According to the literature, exposure to compound A over 150 ppm·h is known to cause dose dependent albuminuria, glucosuria, or enzymuria [5]. However, the exposure less than this level could not cause any detectable renal toxicity in human subjects. In this study, the use of sevoflurane was 2.36 ± 0.89 MAC h with a fresh gas flow of 2 L/min, which can be converted to 14 ppm/h of compound A based on a previous study [18]. This might be insufficient to cause renal toxicity. However, it could be relevant to the purpose of this study if there are significant differences between the nephrotoxicity of carbon dioxide absorbent products.
For evaluating renal safety, this study checked serum BUN, creatinine concentration and urine NAG-creatinine ratios. In the previous human studies, only urine albumin, glucose, alpha-GST (glutathione-S-transferase) and pi-GST were reported to be increased after exposure to compound A [19,20]. In this study, serum BUN and creatinine were used, because not only are they the most widely used clinical markers of renal function, but also clinical significance of transient glucosuria, albuminuria, and enzymuria are uncertain [21]. Instead, urine NAG, a selective renal tubular injury marker [22], was used for differential diagnosis of other causes of renal injury because the renal tubule is the site damaged by compound A in an animal study [23].

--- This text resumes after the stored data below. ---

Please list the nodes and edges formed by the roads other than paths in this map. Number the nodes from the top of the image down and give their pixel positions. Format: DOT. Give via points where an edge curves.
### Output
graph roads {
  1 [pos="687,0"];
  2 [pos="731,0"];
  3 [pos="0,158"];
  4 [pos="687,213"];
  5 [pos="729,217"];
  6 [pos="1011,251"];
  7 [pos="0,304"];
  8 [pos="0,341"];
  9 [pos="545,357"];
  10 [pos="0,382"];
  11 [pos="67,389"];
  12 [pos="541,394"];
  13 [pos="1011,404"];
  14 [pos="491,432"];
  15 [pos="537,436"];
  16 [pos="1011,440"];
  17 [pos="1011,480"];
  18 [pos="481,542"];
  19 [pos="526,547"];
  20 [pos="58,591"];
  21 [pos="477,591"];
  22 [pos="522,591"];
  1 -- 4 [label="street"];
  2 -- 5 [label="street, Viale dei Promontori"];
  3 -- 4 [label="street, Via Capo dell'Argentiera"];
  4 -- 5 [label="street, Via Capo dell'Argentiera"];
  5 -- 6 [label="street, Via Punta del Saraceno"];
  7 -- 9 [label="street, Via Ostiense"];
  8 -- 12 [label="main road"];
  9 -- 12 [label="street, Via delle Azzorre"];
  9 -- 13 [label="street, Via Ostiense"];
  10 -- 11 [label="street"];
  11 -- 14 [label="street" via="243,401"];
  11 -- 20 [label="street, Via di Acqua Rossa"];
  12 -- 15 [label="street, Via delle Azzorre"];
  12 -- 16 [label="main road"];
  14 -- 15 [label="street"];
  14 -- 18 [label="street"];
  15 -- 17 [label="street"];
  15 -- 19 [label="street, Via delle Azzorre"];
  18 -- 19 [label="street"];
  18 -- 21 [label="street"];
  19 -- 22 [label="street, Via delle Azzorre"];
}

In this study, sevoflurane was used with a fresh gas flow of 2 L/min. Our results are in accordance with another study evaluating liver and renal function after prolonged use of sevoflurane over 8 hours with a fresh gas flow of 5 L/min and 0.5 L/min [24]. In the study, BUN, creatinine, and uinalysis were checked, but all were within the normal range at 1, 3, and 5 days after surgery. They used one carbon dioxide absorbent product (Spherasorb®, Intersurgical, England) and the differences by carbon dioxide absorbents were not evaluated.
In this study, the renal safety between four carbon dioxide absorbent products in the patients under sevoflurane anesthesia was examined. As a result, some differences in renal safety markers were found but not to a clinically meaningful degree. However, carbon dioxide absorbent can produce materials that are inhaled into the human respiratory tract during sevoflurane anesthesia. From the result of this study, we recommend that the Food and Drug Administration in nations where it is not treated as a medical device should also consider treating it as a medical device and control it by the regulation on its efficacy and safety.
Acknowledgments
We really appreciate Eun-ju Seo for her administrative help and Min-jung Kim (CRC) and Moon-sun Woo (CRC) for their assistance in data collection. This study was supported by a grant from Seoul National University Hospital, 2009 (0411-20090046, Commissioned by Hana Pharm., Co., Ltd.).
Notes
The abstracts of this article were presented at the 86th conference of the Korean Society of Anesthesiologists, 6th November, 2009.